Page 7 of Overexposed

“I am very proud, but I am proudest that you smiled when you recognized the beauty in the lake,” he said, and I like to think he said it because he loved me.

It became a thing, these “adventures” with Tove. I began learning his moods, started to sense when I would be grabbed and dropped, in a city sometimes, sometimes elsewhere. With food sometimes, but mostly without. I became quite a proficient thief.

Tove watched me on these trips, not that I ever saw him. One time, a baker beat up a street urchin, who had nothing, no warm clothes, no warm bed, no warm hearth. The boy was thin, so very thin, and maybe two or three years younger than my own seventeen.

I remember that scene, strangely clear even after all these years. It was afternoon and a bright day, the sky above a perfect blue, the kind where the deepest color seems to loom right above your head. The roofs in the village were reed, and the funky smell of animals was thick in the air, overpowered only by the smoke from chimneys.

“Fucking thief!” the baker yelled and dragged the kid by one thin wrist.

I was better clothed than the baker because of the simple fact Tove had dropped me only two days ago, and stains had not yet appeared. I had no coin purse, but I had learned attitude.

“Still your hand!” I said and walked over to the baker.

The thief stared at me from a young, terror-stricken face.

“He stole from me, sir,” the baker said, as if that gave him all the right. He was a portly man with graying hair and flour stains on his apron. He smelled of fresh bread, and I remember how hungry I was. “Little thief,” the baker added and lifted his hand, clearly in a mood to add another bruise to however many he had already inflicted.

I caught his wrist. He was a strong man, used to heavy work, and I wasn’t. I had blue eyes then, and hoped they would convey some heat, strike fear in this righteous man.

“You might consider charity for those less fortunate than you instead of beating a child already beaten by his circumstances,” I said in as calm a voice as I could manage. I was very aware that this could end in a brawl with me on the receiving end of violence. In those days, broken skin and the infection that so easily settled there could kill you.

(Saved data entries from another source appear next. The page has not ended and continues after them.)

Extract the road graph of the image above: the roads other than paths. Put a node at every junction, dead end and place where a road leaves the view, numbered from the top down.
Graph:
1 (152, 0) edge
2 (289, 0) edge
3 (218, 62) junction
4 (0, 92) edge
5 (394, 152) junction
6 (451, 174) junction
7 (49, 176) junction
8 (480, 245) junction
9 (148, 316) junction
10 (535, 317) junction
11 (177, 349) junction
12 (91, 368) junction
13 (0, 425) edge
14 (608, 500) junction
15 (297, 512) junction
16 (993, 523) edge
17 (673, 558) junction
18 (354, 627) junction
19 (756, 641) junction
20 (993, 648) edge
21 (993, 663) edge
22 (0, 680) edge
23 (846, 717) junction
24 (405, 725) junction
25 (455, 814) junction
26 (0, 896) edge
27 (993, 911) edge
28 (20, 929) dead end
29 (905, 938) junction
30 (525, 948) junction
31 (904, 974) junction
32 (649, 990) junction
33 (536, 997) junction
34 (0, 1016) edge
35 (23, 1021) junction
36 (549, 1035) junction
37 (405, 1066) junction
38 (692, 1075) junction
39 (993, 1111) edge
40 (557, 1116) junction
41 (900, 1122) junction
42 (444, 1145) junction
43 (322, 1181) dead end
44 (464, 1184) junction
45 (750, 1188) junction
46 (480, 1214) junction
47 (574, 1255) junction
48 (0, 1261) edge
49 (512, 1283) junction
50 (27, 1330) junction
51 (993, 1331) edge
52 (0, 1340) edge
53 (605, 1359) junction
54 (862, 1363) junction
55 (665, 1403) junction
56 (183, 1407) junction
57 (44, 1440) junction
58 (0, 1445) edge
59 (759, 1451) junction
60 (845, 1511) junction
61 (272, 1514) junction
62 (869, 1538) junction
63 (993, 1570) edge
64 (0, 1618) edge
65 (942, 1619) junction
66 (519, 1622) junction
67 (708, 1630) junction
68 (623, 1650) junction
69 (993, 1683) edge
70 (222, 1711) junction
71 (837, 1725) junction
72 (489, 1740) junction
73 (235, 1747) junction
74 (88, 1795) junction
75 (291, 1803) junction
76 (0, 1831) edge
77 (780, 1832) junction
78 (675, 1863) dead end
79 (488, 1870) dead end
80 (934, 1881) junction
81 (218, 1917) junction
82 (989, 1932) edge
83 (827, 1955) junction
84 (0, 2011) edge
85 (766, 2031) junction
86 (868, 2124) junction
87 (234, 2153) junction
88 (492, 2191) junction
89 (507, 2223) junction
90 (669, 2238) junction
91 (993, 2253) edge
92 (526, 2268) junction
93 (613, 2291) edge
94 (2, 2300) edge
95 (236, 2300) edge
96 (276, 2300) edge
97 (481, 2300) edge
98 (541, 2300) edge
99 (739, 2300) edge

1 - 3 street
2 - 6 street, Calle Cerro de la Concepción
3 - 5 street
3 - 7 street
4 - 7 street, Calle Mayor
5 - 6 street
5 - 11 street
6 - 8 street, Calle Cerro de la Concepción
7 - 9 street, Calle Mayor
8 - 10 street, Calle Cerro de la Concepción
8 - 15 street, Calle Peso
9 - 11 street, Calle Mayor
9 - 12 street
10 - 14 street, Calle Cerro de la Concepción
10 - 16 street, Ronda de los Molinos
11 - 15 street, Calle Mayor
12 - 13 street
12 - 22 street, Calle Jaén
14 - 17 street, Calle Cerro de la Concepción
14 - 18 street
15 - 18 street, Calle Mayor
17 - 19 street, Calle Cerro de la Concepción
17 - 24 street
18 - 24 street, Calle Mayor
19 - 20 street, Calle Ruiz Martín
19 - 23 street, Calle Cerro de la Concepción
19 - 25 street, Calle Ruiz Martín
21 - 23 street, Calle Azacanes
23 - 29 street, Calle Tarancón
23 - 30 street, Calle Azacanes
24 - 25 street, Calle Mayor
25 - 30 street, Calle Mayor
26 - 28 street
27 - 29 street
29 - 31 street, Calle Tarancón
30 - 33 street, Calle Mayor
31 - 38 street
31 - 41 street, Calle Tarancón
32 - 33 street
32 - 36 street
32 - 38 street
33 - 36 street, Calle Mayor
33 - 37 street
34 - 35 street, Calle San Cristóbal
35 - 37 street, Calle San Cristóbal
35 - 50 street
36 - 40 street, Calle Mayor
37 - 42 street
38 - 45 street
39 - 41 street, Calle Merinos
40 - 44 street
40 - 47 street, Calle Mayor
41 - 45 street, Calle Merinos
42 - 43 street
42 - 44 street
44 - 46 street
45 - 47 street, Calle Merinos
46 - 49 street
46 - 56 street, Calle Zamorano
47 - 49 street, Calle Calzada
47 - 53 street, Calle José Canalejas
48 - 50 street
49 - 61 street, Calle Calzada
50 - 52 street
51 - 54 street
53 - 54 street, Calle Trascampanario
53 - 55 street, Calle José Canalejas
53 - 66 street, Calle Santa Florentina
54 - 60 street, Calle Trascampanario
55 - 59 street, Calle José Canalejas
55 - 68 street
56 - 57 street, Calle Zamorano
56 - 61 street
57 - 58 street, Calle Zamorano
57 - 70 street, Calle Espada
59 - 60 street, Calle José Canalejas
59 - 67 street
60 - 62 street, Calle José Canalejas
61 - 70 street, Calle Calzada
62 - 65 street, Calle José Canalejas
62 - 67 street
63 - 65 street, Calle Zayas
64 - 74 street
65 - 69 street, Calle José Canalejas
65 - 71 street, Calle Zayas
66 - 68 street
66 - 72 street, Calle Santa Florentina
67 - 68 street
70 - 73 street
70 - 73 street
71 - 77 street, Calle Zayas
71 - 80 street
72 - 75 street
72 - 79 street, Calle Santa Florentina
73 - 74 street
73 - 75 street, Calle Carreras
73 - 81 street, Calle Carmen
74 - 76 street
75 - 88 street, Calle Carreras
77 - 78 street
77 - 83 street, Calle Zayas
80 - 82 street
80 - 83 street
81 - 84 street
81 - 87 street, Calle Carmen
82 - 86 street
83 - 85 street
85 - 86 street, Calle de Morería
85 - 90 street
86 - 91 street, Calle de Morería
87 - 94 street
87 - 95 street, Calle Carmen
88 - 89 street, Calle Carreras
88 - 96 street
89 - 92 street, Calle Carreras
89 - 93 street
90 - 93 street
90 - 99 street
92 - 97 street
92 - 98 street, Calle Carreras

“They are like flies, sir,” the baker said. “I’ve seen so many, and the best way to deal with them is with a firm hand. How else would you expect them to respect another man’s work?”

The baker was, without mincing words, pissed. I let go of him. “I’d say this one has learned enough,” I said, and managed to get the boy free, take him by the hand, and walk away from there.

Tove met us around the next street corner. “You handled that quite well,” he told me.

“I barely handled it,” I said, and I remember the relief that flooded me at seeing him.

Tove looked down at the shocked boy, who hadn’t spoken a word to me, but then my heart had been racing, and I hadn’t spoken to him either.

“What’s your name?” Tove asked the boy.

“O-owain?”

“Owain. Hello. My name is Tove, and this here is Auris. You look very hungry. Should we find you some food?”

At the mention of food, Owain’s big eyes grew even bigger. You must understand, clean then was not what clean is now, and clean in Tove’s house was not what clean meant in a village such as this one. Owain was so caked in grime it was hard to tell his true hair color, and he smelled. His clothes smelled. For a man like Tove to speak with him and offer him food would, and should have been, suspicious. It said much about the state the boy was in that he just nodded, a wet pink tongue darting out to lick over his lip.

Tove being Tove, he led us into the baker’s shop. The boy was trembling and hid behind me, but Tove shielded us all well with his coin. There was some wonderful sass and several lovely examples of underhanded insults from Tove, but he delivered all of it wrapped in the kind of upper-crust language that you didn’t argue with, not unless you knew you could win. Getting bread out of this was good, but watching the first disgusted, then shocked, face of the baker was even better.

We found a spot to sit near the town’s market square, and I ate my bread only a fraction less ravenously than Owain did. The difference was that unlike Owain, I wasn’t looking around myself like an animal fearful of the snare, the net, the butcher’s knife.

“Your eyes are silver?” Owain said, but he didn’t quite make eye contact with Tove.

“So they are.”

Owain looked at me and said, “Ma says, sometimes children vanish. Bog spirits lure them, or draugar?” He had a tendency to make most of what he said a question.

“Tove is a friend. So am I,” I told Owain. “We can take you back home.”

Owain’s eyes went distant, empty, then misted over. I couldn’t read the expression then, hadn’t yet learned about grief and loss and the simplest, human pain. Tove read it well enough.

“Are you all alone in the world, Owain?” he asked.

Owain looked at the ground and chewed for a long time. Eventually, he nodded.